Saved entries:
-------------------------

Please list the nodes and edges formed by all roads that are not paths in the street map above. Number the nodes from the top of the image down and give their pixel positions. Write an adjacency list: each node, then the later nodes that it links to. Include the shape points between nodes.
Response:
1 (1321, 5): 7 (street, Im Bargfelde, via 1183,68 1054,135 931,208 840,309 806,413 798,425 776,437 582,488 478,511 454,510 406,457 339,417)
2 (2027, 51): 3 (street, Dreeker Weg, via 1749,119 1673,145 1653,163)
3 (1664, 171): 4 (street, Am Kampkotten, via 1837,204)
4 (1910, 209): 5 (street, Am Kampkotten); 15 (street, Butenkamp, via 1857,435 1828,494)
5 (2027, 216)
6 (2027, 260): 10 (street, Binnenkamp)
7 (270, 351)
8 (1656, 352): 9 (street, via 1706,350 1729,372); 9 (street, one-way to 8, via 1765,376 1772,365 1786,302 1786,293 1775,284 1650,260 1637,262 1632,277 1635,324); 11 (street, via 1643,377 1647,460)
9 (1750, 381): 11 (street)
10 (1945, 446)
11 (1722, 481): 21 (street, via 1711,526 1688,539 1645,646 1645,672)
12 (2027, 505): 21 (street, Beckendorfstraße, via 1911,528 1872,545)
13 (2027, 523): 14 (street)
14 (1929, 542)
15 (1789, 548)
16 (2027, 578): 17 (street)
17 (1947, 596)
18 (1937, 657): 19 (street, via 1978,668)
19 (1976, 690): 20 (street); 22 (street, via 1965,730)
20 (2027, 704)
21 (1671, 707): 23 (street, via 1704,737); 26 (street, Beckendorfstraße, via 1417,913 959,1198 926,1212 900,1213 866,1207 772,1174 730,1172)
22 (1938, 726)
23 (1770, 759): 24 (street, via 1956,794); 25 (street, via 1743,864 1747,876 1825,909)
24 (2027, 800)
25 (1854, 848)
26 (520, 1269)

-------------------------

# WORK TASK:
Set every record down again exactly as written.

# SOLUTION TO THIS TASK:
Please list the nodes and edges formed by all roads that are not paths in the street map above. Number the nodes from the top of the image down and give their pixel positions. Write an adjacency list: each node, then the later nodes that it links to. Include the shape points between nodes.
Response:
1 (1321, 5): 7 (street, Im Bargfelde, via 1183,68 1054,135 931,208 840,309 806,413 798,425 776,437 582,488 478,511 454,510 406,457 339,417)
2 (2027, 51): 3 (street, Dreeker Weg, via 1749,119 1673,145 1653,163)
3 (1664, 171): 4 (street, Am Kampkotten, via 1837,204)
4 (1910, 209): 5 (street, Am Kampkotten); 15 (street, Butenkamp, via 1857,435 1828,494)
5 (2027, 216)
6 (2027, 260): 10 (street, Binnenkamp)
7 (270, 351)
8 (1656, 352): 9 (street, via 1706,350 1729,372); 9 (street, one-way to 8, via 1765,376 1772,365 1786,302 1786,293 1775,284 1650,260 1637,262 1632,277 1635,324); 11 (street, via 1643,377 1647,460)
9 (1750, 381): 11 (street)
10 (1945, 446)
11 (1722, 481): 21 (street, via 1711,526 1688,539 1645,646 1645,672)
12 (2027, 505): 21 (street, Beckendorfstraße, via 1911,528 1872,545)
13 (2027, 523): 14 (street)
14 (1929, 542)
15 (1789, 548)
16 (2027, 578): 17 (street)
17 (1947, 596)
18 (1937, 657): 19 (street, via 1978,668)
19 (1976, 690): 20 (street); 22 (street, via 1965,730)
20 (2027, 704)
21 (1671, 707): 23 (street, via 1704,737); 26 (street, Beckendorfstraße, via 1417,913 959,1198 926,1212 900,1213 866,1207 772,1174 730,1172)
22 (1938, 726)
23 (1770, 759): 24 (street, via 1956,794); 25 (street, via 1743,864 1747,876 1825,909)
24 (2027, 800)
25 (1854, 848)
26 (520, 1269)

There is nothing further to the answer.